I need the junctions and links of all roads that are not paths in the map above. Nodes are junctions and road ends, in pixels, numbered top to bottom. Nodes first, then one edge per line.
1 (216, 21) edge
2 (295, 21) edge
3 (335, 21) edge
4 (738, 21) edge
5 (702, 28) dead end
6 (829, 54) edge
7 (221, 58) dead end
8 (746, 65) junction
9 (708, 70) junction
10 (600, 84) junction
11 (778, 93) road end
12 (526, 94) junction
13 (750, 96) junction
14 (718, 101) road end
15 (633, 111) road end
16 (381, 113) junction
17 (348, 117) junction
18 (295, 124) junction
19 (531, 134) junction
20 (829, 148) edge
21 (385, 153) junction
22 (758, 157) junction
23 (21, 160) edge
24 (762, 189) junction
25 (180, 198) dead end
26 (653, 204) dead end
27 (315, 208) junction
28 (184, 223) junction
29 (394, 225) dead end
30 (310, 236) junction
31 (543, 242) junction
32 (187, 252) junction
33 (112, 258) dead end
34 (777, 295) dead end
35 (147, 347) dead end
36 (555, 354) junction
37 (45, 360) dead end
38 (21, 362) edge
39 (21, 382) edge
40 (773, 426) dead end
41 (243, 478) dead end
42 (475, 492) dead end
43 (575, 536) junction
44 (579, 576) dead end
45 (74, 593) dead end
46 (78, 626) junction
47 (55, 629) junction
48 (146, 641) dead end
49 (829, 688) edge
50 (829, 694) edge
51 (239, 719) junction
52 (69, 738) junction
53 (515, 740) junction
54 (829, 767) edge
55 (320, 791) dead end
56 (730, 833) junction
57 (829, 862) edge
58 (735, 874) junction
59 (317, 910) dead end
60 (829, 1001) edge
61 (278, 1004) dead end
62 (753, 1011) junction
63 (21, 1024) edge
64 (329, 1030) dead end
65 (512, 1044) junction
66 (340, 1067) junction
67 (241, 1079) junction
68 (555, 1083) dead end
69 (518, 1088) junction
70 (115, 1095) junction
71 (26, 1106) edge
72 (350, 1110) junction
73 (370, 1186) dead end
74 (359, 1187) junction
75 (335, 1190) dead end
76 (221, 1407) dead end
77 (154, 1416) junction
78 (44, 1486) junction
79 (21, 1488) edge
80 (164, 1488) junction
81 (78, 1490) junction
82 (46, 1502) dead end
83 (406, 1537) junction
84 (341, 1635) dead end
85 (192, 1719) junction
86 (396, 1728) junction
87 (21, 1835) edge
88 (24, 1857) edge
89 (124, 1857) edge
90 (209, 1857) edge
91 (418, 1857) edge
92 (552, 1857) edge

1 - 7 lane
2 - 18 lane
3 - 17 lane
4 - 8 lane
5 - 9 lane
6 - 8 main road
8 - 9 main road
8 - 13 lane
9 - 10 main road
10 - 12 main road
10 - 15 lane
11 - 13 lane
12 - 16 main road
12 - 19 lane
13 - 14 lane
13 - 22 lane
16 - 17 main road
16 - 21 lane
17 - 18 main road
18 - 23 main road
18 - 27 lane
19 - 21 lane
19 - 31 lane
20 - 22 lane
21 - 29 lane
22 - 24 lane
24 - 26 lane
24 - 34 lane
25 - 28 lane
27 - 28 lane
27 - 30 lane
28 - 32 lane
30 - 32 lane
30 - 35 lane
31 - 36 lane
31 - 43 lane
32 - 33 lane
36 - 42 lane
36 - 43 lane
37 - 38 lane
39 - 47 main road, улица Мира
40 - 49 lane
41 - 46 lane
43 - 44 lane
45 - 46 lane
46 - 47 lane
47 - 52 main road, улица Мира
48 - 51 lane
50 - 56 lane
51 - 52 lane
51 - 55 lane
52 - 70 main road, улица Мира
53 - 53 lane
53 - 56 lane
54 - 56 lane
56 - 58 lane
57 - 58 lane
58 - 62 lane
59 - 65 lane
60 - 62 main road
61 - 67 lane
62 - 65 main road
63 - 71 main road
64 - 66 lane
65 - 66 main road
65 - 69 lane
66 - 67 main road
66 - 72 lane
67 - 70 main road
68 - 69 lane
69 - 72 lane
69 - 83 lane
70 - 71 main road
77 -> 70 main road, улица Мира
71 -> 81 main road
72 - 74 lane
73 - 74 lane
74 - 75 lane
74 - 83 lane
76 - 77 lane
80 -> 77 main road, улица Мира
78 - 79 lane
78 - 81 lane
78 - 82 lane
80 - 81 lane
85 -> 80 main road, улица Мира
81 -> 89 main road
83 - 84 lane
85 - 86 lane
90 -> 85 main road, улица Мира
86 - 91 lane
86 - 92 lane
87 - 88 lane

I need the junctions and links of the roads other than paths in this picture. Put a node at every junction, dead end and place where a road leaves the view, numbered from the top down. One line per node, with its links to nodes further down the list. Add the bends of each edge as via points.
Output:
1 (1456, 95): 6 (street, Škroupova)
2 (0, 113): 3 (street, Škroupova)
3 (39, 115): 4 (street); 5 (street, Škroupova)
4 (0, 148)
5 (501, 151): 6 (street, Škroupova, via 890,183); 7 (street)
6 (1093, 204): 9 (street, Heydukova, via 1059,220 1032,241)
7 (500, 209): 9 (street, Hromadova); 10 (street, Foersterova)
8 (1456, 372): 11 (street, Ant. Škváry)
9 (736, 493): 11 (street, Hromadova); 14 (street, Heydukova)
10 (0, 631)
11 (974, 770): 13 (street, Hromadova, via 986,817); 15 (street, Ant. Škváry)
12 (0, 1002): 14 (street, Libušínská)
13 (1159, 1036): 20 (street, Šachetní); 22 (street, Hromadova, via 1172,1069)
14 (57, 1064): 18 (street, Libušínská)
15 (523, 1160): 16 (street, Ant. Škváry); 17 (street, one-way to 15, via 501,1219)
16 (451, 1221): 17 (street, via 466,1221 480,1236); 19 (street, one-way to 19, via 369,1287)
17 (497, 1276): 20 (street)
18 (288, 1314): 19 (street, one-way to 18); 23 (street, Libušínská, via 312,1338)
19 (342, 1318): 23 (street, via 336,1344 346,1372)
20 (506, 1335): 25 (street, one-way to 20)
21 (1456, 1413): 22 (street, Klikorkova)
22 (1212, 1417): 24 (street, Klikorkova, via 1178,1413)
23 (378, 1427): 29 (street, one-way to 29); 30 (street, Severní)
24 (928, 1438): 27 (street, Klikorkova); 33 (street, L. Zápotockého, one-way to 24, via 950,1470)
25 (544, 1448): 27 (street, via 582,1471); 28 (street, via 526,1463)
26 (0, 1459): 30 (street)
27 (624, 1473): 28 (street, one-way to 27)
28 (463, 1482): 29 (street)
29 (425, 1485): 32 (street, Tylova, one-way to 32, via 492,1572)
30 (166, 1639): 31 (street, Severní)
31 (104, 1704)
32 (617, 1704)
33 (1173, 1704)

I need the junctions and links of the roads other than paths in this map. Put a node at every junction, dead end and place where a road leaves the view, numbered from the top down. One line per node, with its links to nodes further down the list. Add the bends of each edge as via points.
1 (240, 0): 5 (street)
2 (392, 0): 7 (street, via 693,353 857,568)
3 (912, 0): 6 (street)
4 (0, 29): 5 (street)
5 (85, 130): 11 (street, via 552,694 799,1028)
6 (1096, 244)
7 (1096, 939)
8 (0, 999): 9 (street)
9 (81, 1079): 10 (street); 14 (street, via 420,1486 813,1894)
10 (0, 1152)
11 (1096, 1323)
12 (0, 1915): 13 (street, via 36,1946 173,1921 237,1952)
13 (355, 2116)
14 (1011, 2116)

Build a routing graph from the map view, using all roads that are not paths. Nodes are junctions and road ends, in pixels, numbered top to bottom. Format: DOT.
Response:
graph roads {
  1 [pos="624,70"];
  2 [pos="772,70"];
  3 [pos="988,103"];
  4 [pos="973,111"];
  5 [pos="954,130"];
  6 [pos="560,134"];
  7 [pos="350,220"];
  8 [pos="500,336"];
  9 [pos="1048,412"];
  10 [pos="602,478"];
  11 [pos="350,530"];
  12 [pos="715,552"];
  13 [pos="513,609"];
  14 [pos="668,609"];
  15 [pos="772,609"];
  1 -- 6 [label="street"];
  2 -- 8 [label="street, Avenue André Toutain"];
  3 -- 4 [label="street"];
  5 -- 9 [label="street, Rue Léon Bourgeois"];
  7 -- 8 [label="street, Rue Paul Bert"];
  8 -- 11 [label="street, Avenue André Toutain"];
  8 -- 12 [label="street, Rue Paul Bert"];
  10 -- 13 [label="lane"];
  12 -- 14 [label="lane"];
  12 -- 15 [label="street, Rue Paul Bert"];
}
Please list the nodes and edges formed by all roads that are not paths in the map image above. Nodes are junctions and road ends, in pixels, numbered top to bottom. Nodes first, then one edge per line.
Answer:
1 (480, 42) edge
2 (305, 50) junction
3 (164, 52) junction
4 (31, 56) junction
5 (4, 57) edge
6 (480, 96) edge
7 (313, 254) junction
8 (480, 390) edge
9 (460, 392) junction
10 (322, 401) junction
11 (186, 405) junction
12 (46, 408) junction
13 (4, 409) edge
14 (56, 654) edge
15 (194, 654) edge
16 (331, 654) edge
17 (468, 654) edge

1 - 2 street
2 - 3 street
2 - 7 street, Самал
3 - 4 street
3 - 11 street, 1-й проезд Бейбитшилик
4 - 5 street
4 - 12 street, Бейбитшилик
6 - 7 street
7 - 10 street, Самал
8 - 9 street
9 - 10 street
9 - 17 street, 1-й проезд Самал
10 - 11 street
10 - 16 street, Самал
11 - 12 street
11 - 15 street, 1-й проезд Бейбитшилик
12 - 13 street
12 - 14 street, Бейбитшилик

-- -- --

• ASSIGNMENT: Go through the data above and return each line containing the string "pixels".

• SOLVED EXERCISE:
I need the junctions and links of all roads that are not paths in the map above. Nodes are junctions and road ends, in pixels, numbered top to bottom. Nodes first, then one edge per line.
Build a routing graph from the map view, using all roads that are not paths. Nodes are junctions and road ends, in pixels, numbered top to bottom. Format: DOT.
Please list the nodes and edges formed by all roads that are not paths in the map image above. Nodes are junctions and road ends, in pixels, numbered top to bottom. Nodes first, then one edge per line.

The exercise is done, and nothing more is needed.